| What to produce |
Lines from the entries below that hold "surface" form the answer; copy all of them.

| Data to process |

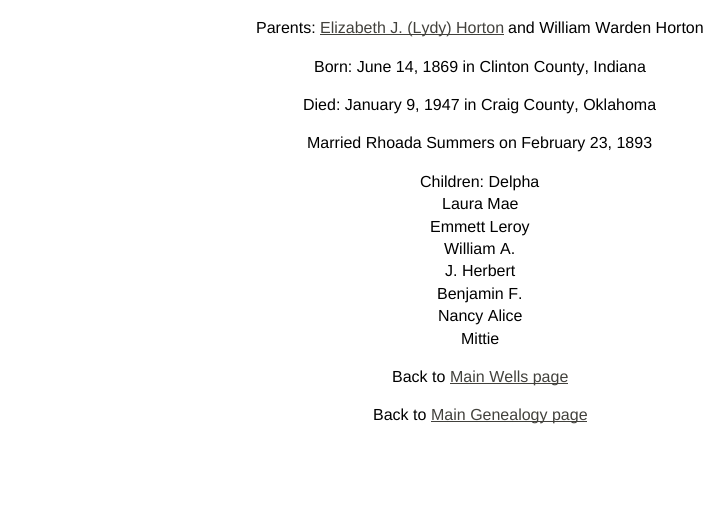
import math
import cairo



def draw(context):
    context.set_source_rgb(1, 1, 1)
    context.paint()
    context.set_source_rgb(66 / 255, 65 / 255, 60 / 255)
    context.rectangle(320, 34, 184, 1)
    context.fill()
    context.rectangle(450, 383, 118, 1)
    context.fill()
    context.rectangle(431, 421, 156, 1)
    context.fill()
    context.select_font_face("Liberation Sans")
    context.set_font_size(16)
    context.set_source_rgb(0, 0, 0)
    context.move_to(256, 33)
    context.show_text("Parents:")
    context.set_source_rgb(66 / 255, 65 / 255, 60 / 255)
    context.move_to(320, 33)
    context.show_text("Elizabeth J. (Lydy) Horton")
    context.set_source_rgb(0, 0, 0)
    context.move_to(508, 33)
    context.show_text("and William Warden Horton")
    context.move_to(314, 72)
    context.show_text("Born: June 14, 1869 in Clinton County, Indiana")
    context.move_to(303, 110)
    context.show_text("Died: January 9, 1947 in Craig County, Oklahoma")
    context.move_to(307, 148)
    context.show_text("Married Rhoada Summers on February 23, 1893")
    context.move_to(420, 187)
    context.show_text("Children: Delpha")
    context.move_to(442, 209)
    context.show_text("Laura Mae")
    context.move_to(430, 232)
    context.show_text("Emmett Leroy")
    context.move_to(444, 254)
    context.show_text("William A.")
    context.move_to(445, 276)
    context.show_text("J. Herbert")
    context.move_to(437, 299)
    context.show_text("Benjamin F.")
    context.move_to(438, 321)
    context.show_text("Nancy Alice")
    context.move_to(461, 344)
    context.show_text("Mittie")
    context.move_to(392, 382)
    context.show_text("Back to")
    context.set_source_rgb(66 / 255, 65 / 255, 60 / 255)
    context.move_to(450, 382)
    context.show_text("Main Wells page")
    context.set_source_rgb(0, 0, 0)
    context.move_to(373, 420)
    context.show_text("Back to")
    context.set_source_rgb(66 / 255, 65 / 255, 60 / 255)
    context.move_to(431, 420)
    context.show_text("Main Genealogy page")


surface = cairo.ImageSurface(cairo.Format.RGB24, 707, 519)
context = cairo.Context(surface)
options = cairo.FontOptions()
options.set_hint_metrics(cairo.HintMetrics.OFF)
options.set_hint_style(cairo.HintStyle.NONE)
context.set_font_options(options)
context.set_miter_limit(4)
draw(context)
surface.write_to_png("out.png")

| Expected answer |
surface = cairo.ImageSurface(cairo.Format.RGB24, 707, 519)
context = cairo.Context(surface)
surface.write_to_png("out.png")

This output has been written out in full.